Data records »
□ □ □ □ □

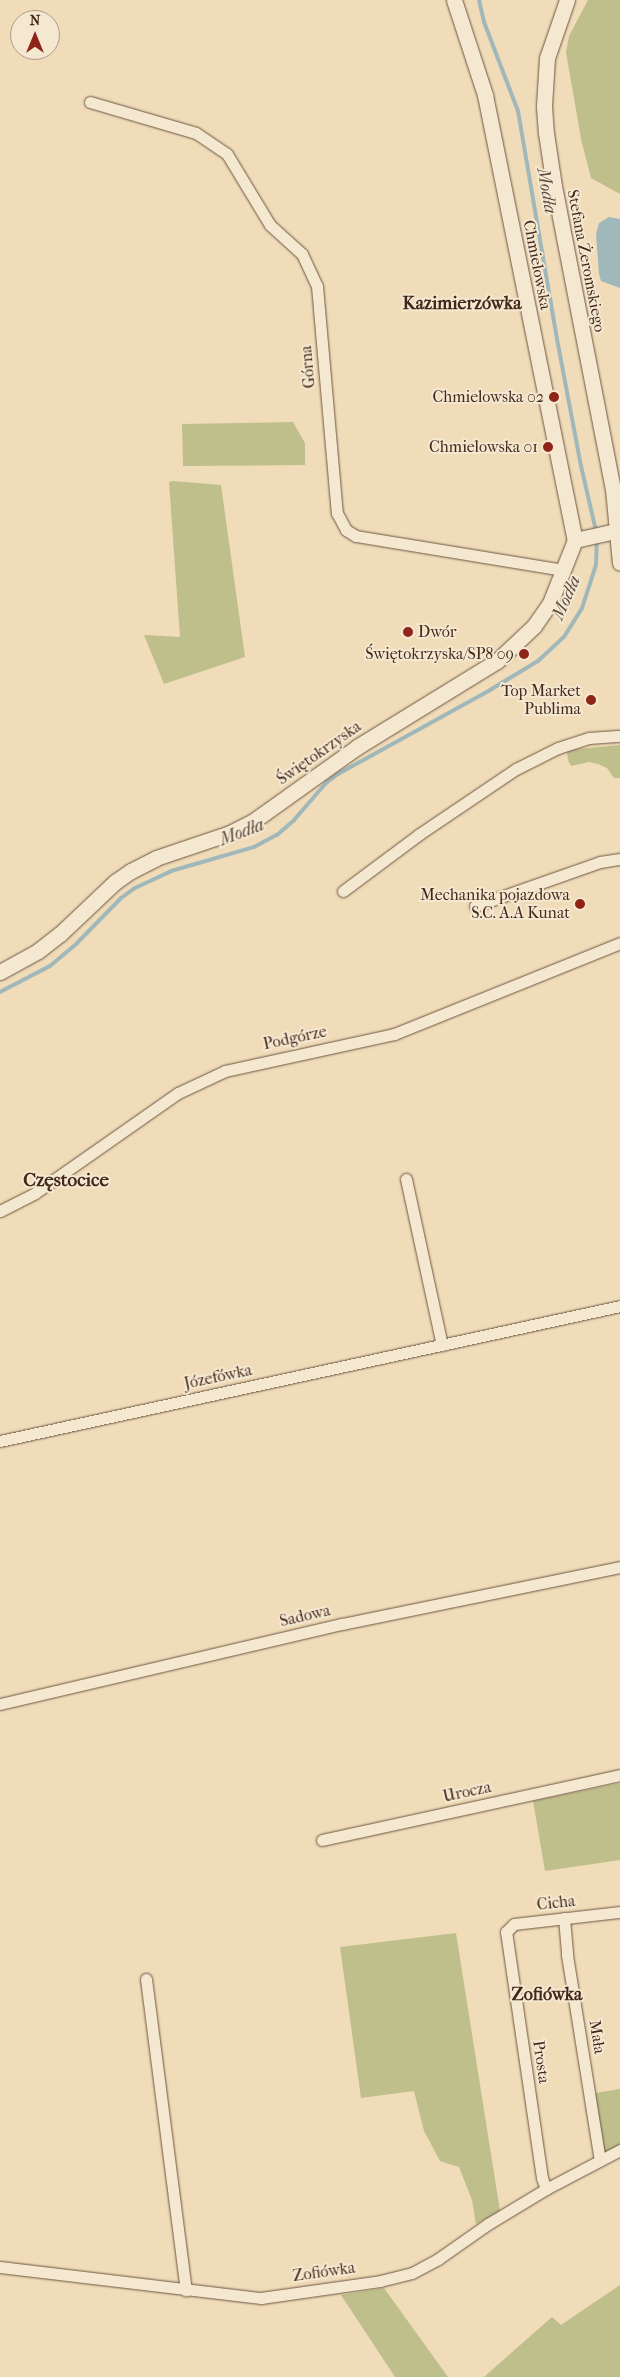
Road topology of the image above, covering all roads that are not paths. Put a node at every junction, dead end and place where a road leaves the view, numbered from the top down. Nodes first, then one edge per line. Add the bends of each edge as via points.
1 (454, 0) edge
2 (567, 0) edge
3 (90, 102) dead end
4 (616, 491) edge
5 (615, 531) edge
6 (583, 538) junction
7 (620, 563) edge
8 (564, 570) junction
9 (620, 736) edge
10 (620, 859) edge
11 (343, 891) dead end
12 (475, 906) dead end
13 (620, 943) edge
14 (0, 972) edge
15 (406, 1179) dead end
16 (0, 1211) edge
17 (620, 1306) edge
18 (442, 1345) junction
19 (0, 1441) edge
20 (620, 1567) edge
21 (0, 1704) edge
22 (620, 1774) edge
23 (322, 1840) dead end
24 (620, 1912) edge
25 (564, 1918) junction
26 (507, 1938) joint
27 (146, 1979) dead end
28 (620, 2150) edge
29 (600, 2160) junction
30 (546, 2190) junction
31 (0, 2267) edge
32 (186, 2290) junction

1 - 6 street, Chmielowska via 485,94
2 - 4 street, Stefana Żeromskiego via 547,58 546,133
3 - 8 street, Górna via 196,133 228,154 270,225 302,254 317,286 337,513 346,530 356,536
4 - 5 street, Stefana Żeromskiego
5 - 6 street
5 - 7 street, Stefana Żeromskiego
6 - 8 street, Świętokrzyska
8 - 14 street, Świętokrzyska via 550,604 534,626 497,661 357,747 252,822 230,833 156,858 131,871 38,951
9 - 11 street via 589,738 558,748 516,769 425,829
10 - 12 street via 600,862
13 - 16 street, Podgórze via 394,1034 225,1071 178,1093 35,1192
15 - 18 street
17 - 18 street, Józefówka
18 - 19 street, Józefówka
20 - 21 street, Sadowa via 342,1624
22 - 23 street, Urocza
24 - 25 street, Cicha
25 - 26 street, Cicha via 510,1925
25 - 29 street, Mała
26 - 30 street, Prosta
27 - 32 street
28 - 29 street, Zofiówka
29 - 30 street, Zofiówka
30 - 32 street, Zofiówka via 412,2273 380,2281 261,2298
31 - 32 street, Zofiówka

□ □ □ □ □

Copy each line of the records above without change, but do not include any picture.

Written reply »
Road topology of the image above, covering all roads that are not paths. Put a node at every junction, dead end and place where a road leaves the view, numbered from the top down. Nodes first, then one edge per line. Add the bends of each edge as via points.
1 (454, 0) edge
2 (567, 0) edge
3 (90, 102) dead end
4 (616, 491) edge
5 (615, 531) edge
6 (583, 538) junction
7 (620, 563) edge
8 (564, 570) junction
9 (620, 736) edge
10 (620, 859) edge
11 (343, 891) dead end
12 (475, 906) dead end
13 (620, 943) edge
14 (0, 972) edge
15 (406, 1179) dead end
16 (0, 1211) edge
17 (620, 1306) edge
18 (442, 1345) junction
19 (0, 1441) edge
20 (620, 1567) edge
21 (0, 1704) edge
22 (620, 1774) edge
23 (322, 1840) dead end
24 (620, 1912) edge
25 (564, 1918) junction
26 (507, 1938) joint
27 (146, 1979) dead end
28 (620, 2150) edge
29 (600, 2160) junction
30 (546, 2190) junction
31 (0, 2267) edge
32 (186, 2290) junction

1 - 6 street, Chmielowska via 485,94
2 - 4 street, Stefana Żeromskiego via 547,58 546,133
3 - 8 street, Górna via 196,133 228,154 270,225 302,254 317,286 337,513 346,530 356,536
4 - 5 street, Stefana Żeromskiego
5 - 6 street
5 - 7 street, Stefana Żeromskiego
6 - 8 street, Świętokrzyska
8 - 14 street, Świętokrzyska via 550,604 534,626 497,661 357,747 252,822 230,833 156,858 131,871 38,951
9 - 11 street via 589,738 558,748 516,769 425,829
10 - 12 street via 600,862
13 - 16 street, Podgórze via 394,1034 225,1071 178,1093 35,1192
15 - 18 street
17 - 18 street, Józefówka
18 - 19 street, Józefówka
20 - 21 street, Sadowa via 342,1624
22 - 23 street, Urocza
24 - 25 street, Cicha
25 - 26 street, Cicha via 510,1925
25 - 29 street, Mała
26 - 30 street, Prosta
27 - 32 street
28 - 29 street, Zofiówka
29 - 30 street, Zofiówka
30 - 32 street, Zofiówka via 412,2273 380,2281 261,2298
31 - 32 street, Zofiówka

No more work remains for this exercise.